TASK GOAL
Return each line in the records below that includes "roads".

LISTED ENTRIES START

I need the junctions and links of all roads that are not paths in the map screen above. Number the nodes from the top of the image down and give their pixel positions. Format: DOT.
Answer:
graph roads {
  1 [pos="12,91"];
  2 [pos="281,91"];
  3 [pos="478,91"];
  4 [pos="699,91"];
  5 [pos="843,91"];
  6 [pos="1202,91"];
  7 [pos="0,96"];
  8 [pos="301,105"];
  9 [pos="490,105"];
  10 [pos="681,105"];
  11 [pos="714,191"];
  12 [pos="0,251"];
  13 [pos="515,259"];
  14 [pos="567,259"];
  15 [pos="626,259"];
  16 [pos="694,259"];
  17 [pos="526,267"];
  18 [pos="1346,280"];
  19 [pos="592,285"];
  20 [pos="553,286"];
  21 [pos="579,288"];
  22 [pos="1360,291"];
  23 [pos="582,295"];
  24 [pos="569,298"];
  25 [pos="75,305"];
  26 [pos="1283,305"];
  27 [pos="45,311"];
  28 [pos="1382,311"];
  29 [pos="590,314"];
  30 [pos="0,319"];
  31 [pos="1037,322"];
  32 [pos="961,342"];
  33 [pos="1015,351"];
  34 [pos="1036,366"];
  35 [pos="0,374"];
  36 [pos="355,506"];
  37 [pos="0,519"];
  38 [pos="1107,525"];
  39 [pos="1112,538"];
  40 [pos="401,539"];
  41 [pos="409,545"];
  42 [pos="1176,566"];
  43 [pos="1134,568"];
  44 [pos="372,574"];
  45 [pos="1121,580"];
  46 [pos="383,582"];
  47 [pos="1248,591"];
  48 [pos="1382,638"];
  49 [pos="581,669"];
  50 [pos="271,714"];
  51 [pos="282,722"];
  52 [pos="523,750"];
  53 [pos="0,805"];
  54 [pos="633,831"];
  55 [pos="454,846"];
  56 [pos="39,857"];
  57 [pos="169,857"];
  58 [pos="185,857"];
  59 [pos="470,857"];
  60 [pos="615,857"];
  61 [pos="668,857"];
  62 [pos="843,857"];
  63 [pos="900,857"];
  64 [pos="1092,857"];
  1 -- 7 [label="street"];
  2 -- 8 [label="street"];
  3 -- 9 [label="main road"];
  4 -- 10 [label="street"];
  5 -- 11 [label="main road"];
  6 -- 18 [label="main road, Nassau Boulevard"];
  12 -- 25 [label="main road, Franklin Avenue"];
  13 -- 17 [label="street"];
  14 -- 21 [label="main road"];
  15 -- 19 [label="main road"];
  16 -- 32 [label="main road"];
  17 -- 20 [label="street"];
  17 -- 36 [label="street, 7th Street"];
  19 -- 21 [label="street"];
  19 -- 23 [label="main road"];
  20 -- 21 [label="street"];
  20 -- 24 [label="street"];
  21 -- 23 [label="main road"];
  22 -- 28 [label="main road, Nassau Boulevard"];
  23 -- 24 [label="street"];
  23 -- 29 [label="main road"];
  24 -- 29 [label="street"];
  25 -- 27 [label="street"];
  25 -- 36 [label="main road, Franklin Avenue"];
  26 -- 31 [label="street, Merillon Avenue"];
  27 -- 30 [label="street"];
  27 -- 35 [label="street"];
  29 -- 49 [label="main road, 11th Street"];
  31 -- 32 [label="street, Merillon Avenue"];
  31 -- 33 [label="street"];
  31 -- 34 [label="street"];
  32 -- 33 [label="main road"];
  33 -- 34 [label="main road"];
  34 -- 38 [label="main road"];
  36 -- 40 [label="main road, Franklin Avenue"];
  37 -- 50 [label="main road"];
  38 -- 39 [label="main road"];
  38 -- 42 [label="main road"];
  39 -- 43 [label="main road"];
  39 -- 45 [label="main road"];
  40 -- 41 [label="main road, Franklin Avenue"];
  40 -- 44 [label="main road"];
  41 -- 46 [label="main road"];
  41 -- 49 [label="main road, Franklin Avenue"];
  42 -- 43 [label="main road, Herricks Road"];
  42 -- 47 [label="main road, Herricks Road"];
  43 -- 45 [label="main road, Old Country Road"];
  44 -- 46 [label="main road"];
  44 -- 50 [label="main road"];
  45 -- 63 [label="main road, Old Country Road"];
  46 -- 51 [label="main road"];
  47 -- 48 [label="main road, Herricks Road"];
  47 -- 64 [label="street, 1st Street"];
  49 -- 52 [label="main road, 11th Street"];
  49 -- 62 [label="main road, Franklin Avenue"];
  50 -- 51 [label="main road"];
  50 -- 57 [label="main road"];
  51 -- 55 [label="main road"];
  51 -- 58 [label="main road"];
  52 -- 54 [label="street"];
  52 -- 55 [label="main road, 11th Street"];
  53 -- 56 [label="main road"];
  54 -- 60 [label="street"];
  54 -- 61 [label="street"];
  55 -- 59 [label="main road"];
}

LISTED ENTRIES END

REPLY TO THE EXERCISE
I need the junctions and links of all roads that are not paths in the map screen above. Number the nodes from the top of the image down and give their pixel positions. Format: DOT.
graph roads {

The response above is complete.